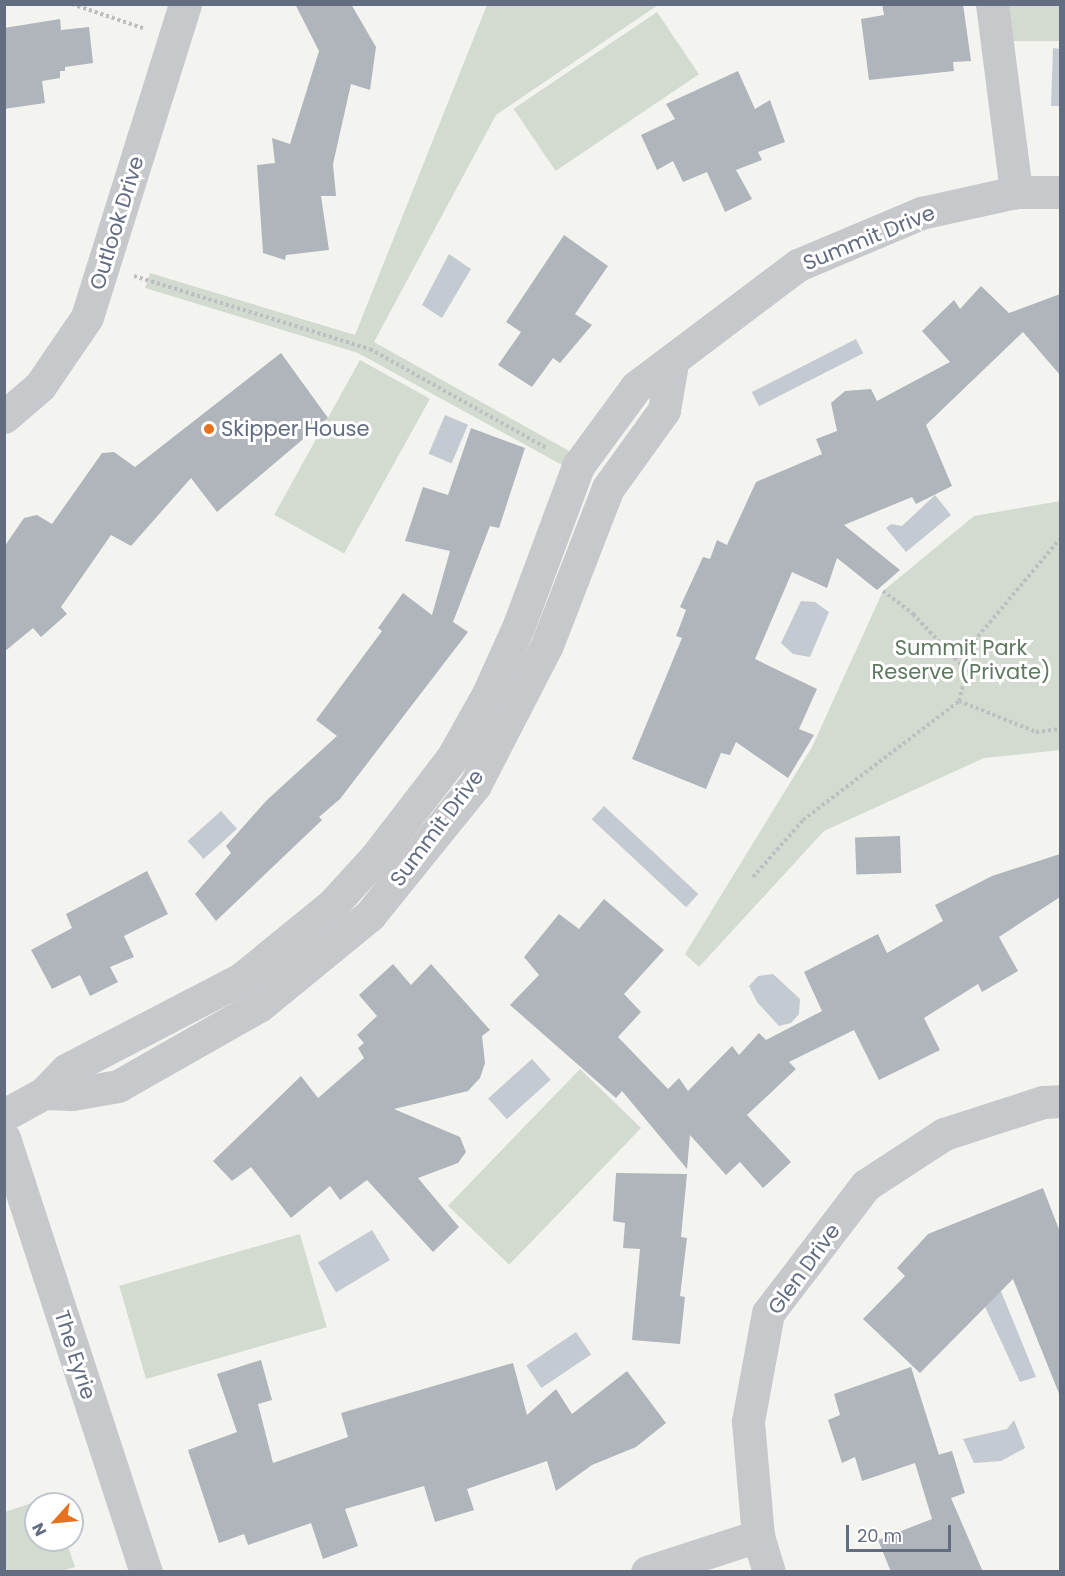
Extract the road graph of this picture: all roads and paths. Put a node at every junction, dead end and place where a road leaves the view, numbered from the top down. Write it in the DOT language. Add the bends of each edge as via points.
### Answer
graph roads {
  1 [pos="72,4"];
  2 [pos="185,4"];
  3 [pos="992,4"];
  4 [pos="174,38"];
  5 [pos="1016,192"];
  6 [pos="1060,192"];
  7 [pos="104,268"];
  8 [pos="672,363"];
  9 [pos="4,417"];
  10 [pos="578,466"];
  11 [pos="1060,539"];
  12 [pos="883,591"];
  13 [pos="968,672"];
  14 [pos="959,701"];
  15 [pos="1060,729"];
  16 [pos="753,877"];
  17 [pos="44,1093"];
  18 [pos="1060,1101"];
  19 [pos="4,1115"];
  20 [pos="4,1138"];
  21 [pos="758,1536"];
  22 [pos="146,1572"];
  23 [pos="647,1572"];
  24 [pos="769,1572"];
  1 -- 4 [label="path"];
  2 -- 4 [label="street, Outlook Drive"];
  3 -- 5 [label="street"];
  4 -- 7 [label="street, Outlook Drive"];
  5 -- 6 [label="street, Summit Drive"];
  5 -- 8 [label="street, Summit Drive" via="921,213 798,265"];
  7 -- 9 [label="street, Outlook Drive" via="87,317 40,386"];
  7 -- 10 [label="path" via="370,349"];
  8 -- 10 [label="street, Summit Drive" via="636,387"];
  8 -- 17 [label="street, Summit Drive" via="664,410 608,488 547,645 475,785 370,915 259,1006 118,1086 72,1095"];
  10 -- 17 [label="street, Summit Drive" via="519,625 488,694 452,758 375,858 333,904 241,979 66,1070"];
  11 -- 13 [label="path" via="974,641"];
  12 -- 13 [label="path" via="921,621"];
  13 -- 14 [label="path"];
  14 -- 15 [label="path" via="1036,732"];
  14 -- 16 [label="path" via="803,820"];
  17 -- 19 [label="street, Summit Drive"];
  18 -- 21 [label="street, Glen Drive" via="1043,1102 944,1134 866,1185 768,1314 748,1421"];
  20 -- 22 [label="street, The Eyrie"];
  21 -- 23 [label="street"];
  21 -- 24 [label="street, Glen Drive"];
}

+--

» **What you should do**: The word "Glen" appears in some of the lines above. Copy those lines.

» **Solution**:
  18 -- 21 [label="street, Glen Drive" via="1043,1102 944,1134 866,1185 768,1314 748,1421"];
  21 -- 24 [label="street, Glen Drive"];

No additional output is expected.